María Hervás actriz

María Hervás durante la conferencia “La alquimia de un cuerpo que actúa”, organizada por la Oficina de la Mujer en Ciencia del CNIO.

María Hervás: si eres joven y actriz tienes que demostrar que no eres tonta

Laura de Grado | Madrid - 20 junio, 2019

Por ser mujeres, las actrices son constantemente sometidas al examen de tener que demostrar a la sociedad que, además de saber actuar, «piensan» y «no son tontas».  Así explica la actriz María Hervás (Madrid, 1987) los obstáculos a los que se siguen enfrentando las actrices en el panorama escénico español.

Hervás, galardonada con el premio a Mejor actriz protagonista de teatro 2018 por «Iphigenia en Vallecas» y ganadora del Premio Max de las Artes Escénicas 2019 a mejor actriz protagonista por la misma obra, ha participado en la conferencia-taller «La alquimia de un cuerpo que actúa», organizada por la Oficina de la Mujer en Ciencia del CNIO (WISE), en el que explora la relación cuerpo-mente a la que se enfrentan los actores.

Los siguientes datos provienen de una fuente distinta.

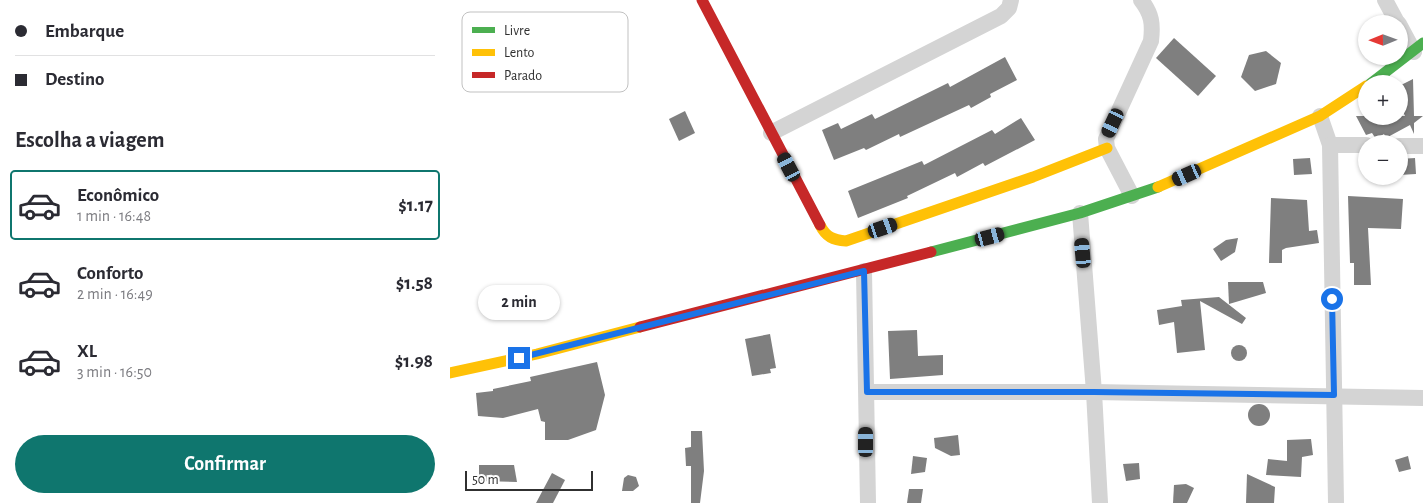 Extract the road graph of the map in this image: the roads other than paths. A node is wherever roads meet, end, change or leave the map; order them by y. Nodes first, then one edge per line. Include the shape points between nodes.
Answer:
1 (702, 0) edge
2 (1011, 0) edge
3 (1141, 0) edge
4 (1385, 0) edge
5 (1394, 15) edge
6 (1408, 34) edge
7 (1419, 47) edge
8 (1382, 75) edge
9 (1358, 91) edge
10 (1320, 116) junction
11 (772, 133) junction
12 (1330, 145) junction
13 (1358, 146) edge
14 (1408, 146) edge
15 (1423, 146) edge
16 (1107, 148) junction
17 (1132, 196) junction
18 (1080, 213) junction
19 (864, 271) junction
20 (450, 373) edge
21 (867, 392) junction
22 (1094, 392) junction
23 (1334, 395) junction
24 (1423, 398) edge
25 (868, 503) edge
26 (1100, 503) edge
27 (1336, 503) edge

1 - 11 main road
2 - 11 street via 1009,8 1001,16
3 - 16 street via 1151,13 1151,41 1106,140
4 - 5 street
6 - 7 street
7 - 8 main road
9 - 10 main road
10 - 12 street
10 - 17 main road via 1170,183
11 - 16 main road via 825,235 846,241
12 - 13 street
12 - 23 street
14 - 15 street
16 - 17 street
17 - 18 main road
18 - 19 main road
18 - 22 street
19 - 20 main road
19 - 21 street
21 - 22 street
21 - 25 street
22 - 23 street
22 - 26 street
23 - 24 street
23 - 27 street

«En este país si eres mujer, joven y más o menos entras dentro de los límites de lo que se considera belleza, lo primero que tienes que demostrar constantemente, y más siendo una actriz, es que no eres tonta», ha denunciado la actriz durante una entrevista con Efeminista, en la que ha explicado que esto «a los hombres jamás se lo hacen».

Machismo en el teatro y cine

María Hervás, actriz de las series «El Pueblo», «La que se avecina», «Arde Madrid» o «Paquita Salas», entre otras, relata su experiencia personal respecto al machismo en las artes escénicas y en los medios y denuncia que se presuponga que por ser mujer «no debería hablar bien».

«En unas entrevistas que me hicieron hace poco en la televisión, dos periodistas muy famosos me interrumpieron varias veces el discurso para decir ‘que bien habla María’, como si fuese algo sorpresivo, que hubiese que enmarcarlo», confiesa la actriz, a quien le indigna que «a un hombre jamás le habrían parado un discurso».

El estigma de «haber sido abusadas»

Desde que en 2017 varias actrices rompieran el silencio para denunciar agresión y acoso sexual dentro de la profesión a través del hashtag #MeToo, las mujeres han podido liberarse del estigma de «haber sido abusadas».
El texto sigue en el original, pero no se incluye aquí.